Education & Experience
Educational Background
Minimum Education:
- Bachelor's degree in Computer Science, Cybersecurity, Information Systems, Electrical Engineering, or a closely related technical discipline — or equivalent hands-on experience in offensive security.
Preferred Education:
- Master’s degree in Cybersecurity, Computer Science, Information Assurance, or MBA with technical focus for leadership roles.
- Advanced coursework or certifications in offensive security, cloud security, or secure software development.
Relevant Fields of Study:
- Computer Science
- Cybersecurity / Information Assurance
- Software Engineering
- Network Engineering
- Systems Engineering
Experience Requirements
Typical Experience Range:
- 5–12+ years total cybersecurity experience with at least 3–5 years focused on penetration testing or red team operations; 2+ years in a lead or team management capacity is preferred.
Preferred:
- 8+ years in offensive security with documented leadership of red team campaigns, program ownership, and cross-functional stakeholder engagements.

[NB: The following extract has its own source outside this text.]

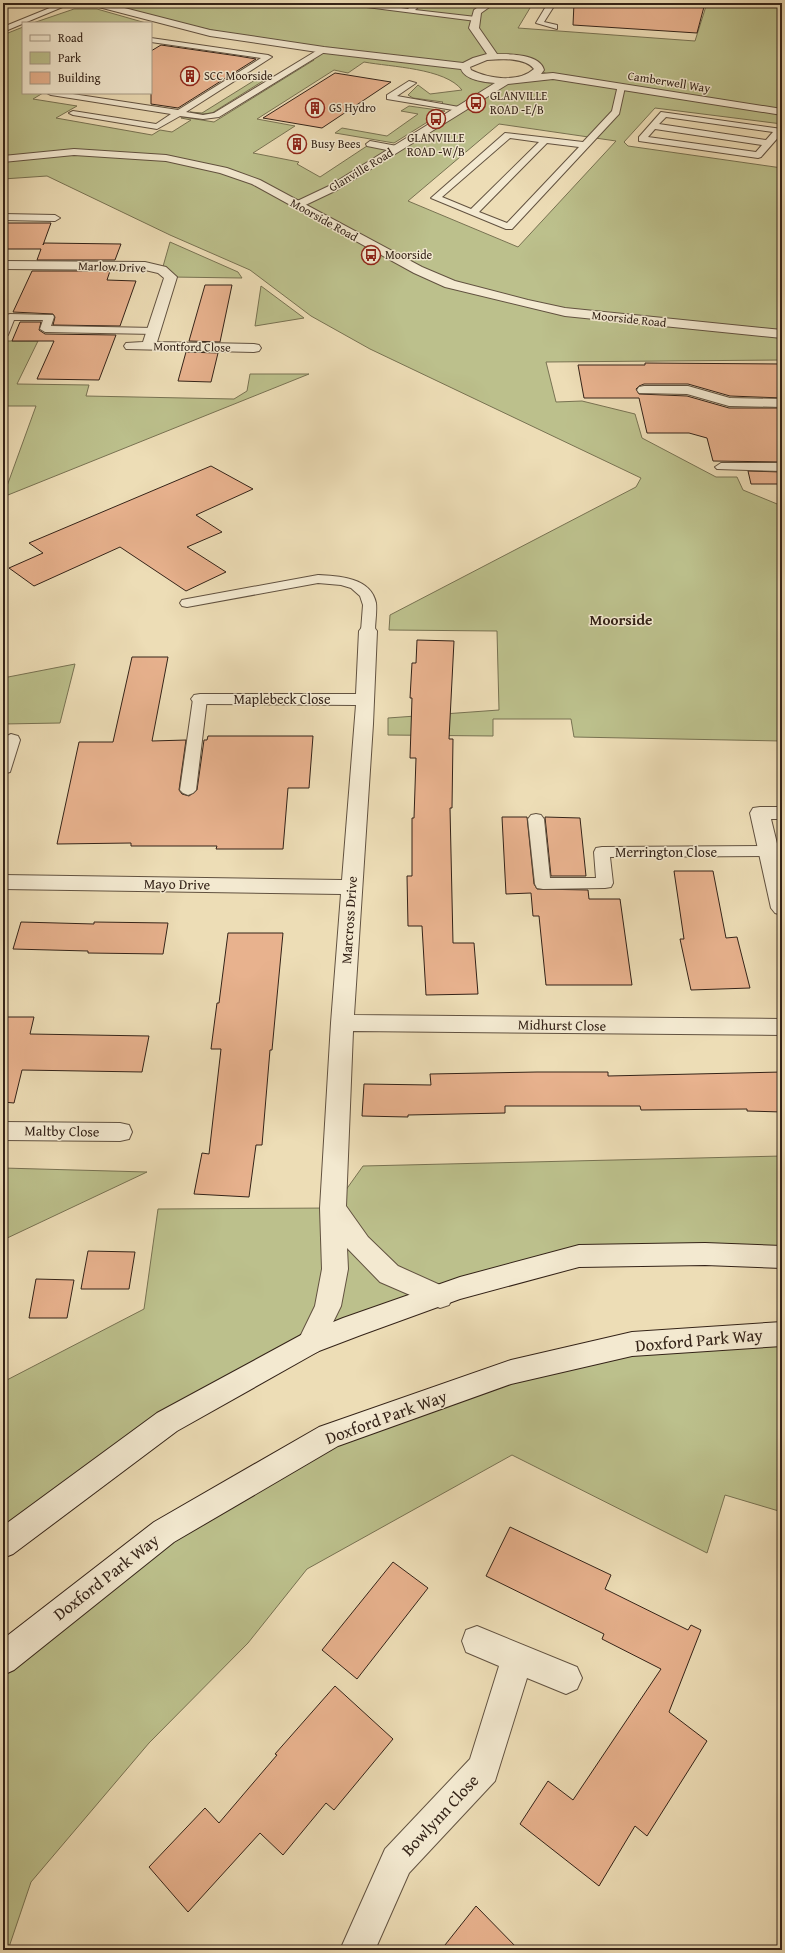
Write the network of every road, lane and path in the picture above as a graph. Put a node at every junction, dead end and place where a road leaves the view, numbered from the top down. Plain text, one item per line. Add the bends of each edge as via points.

- Demonstrated track record conducting enterprise-scale assessments across cloud, web, mobile, network, and AD environments.
- Experience integrating offensive testing findings into vulnerability management, SIEM/EDR tuning, and security engineering roadmaps.
Relevant certifications (strongly preferred but not always required):
- OSCP, OSCE, GPEN, GXPN, GREM, CREST CRT/CCRT, CISSP, or similar industry credentials.